L’aggressione avvenuta a Milano ha riacceso il dibattito sulla gestione della salute mentale e sulle strutture di accoglienza per soggetti con disturbi psichici. Il ministro dell’Interno, Matteo Piantedosi, ha suggerito la necessità di riconsiderare il sistema attuale, affermando che è fondamentale trovare una “terza via” che garantisca trattamenti adeguati, senza compromettere la sicurezza dei cittadini.

Dall’altro lato, Guido Bertolaso, assessore al Welfare della Regione Lombardia, ha sottolineato che le Rems già esistono come una soluzione intermedia, ma necessitano di potenziamento e finanziamenti adeguati. La questione del personale e delle risorse è cruciale per garantire un funzionamento efficace di queste strutture, che hanno il compito di curare e riabilitare individui con problematiche mentali che hanno commesso reati.

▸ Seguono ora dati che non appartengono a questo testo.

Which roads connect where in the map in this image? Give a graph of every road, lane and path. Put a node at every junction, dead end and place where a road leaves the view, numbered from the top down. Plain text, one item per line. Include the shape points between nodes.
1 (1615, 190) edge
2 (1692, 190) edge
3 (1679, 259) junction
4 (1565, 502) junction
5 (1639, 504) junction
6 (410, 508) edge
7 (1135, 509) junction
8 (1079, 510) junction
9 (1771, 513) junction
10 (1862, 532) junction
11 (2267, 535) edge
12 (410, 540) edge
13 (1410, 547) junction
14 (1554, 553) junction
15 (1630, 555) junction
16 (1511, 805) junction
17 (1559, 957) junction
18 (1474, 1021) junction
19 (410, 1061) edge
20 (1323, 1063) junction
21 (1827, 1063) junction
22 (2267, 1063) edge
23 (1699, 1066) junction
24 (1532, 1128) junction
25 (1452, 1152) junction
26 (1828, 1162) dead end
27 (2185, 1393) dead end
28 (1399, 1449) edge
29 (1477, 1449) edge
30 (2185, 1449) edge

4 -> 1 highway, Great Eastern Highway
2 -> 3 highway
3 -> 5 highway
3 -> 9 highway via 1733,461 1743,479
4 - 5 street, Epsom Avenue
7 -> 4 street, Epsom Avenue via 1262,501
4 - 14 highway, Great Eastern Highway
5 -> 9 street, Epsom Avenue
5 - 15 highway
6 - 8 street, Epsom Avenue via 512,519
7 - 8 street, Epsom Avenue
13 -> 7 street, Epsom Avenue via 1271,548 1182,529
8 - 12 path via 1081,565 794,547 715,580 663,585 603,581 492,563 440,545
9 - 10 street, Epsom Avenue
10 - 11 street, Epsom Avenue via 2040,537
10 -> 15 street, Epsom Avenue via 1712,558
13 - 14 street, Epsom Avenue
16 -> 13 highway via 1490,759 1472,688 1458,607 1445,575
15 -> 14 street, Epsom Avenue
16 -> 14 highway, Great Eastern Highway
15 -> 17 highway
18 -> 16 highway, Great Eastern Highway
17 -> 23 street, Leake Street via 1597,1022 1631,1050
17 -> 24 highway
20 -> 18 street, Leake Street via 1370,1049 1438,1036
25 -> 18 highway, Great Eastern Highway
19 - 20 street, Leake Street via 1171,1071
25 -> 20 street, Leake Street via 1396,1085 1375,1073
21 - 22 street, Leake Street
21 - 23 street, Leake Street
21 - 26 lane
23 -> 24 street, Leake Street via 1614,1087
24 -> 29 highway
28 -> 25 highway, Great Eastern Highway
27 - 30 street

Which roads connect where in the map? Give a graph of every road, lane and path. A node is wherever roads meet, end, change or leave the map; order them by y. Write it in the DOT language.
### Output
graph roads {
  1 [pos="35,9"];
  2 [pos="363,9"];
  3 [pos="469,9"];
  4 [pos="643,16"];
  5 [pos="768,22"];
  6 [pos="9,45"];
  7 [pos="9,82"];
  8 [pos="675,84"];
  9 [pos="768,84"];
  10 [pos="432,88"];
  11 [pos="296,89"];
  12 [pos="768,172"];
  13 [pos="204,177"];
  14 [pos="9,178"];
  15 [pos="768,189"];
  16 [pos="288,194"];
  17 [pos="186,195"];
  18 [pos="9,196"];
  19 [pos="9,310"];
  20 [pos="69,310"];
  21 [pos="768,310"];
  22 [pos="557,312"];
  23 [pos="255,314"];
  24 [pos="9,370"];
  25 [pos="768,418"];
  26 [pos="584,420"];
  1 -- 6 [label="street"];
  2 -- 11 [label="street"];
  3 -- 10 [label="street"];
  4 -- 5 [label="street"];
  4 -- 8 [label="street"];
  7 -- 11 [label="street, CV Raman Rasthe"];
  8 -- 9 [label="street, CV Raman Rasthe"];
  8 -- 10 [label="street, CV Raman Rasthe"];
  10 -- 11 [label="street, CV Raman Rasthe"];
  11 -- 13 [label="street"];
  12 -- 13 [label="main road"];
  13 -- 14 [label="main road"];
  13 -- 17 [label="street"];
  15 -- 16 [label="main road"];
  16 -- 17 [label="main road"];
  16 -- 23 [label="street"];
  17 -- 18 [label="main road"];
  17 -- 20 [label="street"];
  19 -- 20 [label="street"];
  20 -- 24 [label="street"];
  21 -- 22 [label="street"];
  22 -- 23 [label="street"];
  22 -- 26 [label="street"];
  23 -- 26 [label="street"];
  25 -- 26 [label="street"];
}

Le Rems e il loro funzionamento

Le Rems, acronimo di Residenze per l’Esecuzione delle Misure di Sicurezza, sono strutture sanitarie destinate a persone con disturbi mentali autori di reati. Queste strutture, create dalla legge 81/2014, hanno sostituito gli Ospedali psichiatrici giudiziari, aboliti nel 2013. Il loro obiettivo è fornire assistenza e trattamenti in un contesto non punitivo, con personale sanitario disponibile 24 ore su 24.

L’accesso alle Rems è previsto solo in casi particolari, quando la magistratura stabilisce che è l’unica misura idonea per garantire cure adeguate e affrontare la pericolosità sociale dell’individuo. Tuttavia, l’internamento in queste strutture è temporaneo e deve essere costantemente valutato per assicurare che le esigenze di cura e sicurezza siano rispettate. La questione delle Rems rimane centrale nel dibattito sulla giustizia e la salute mentale in Italia, ponendo sfide e opportunità per il futuro.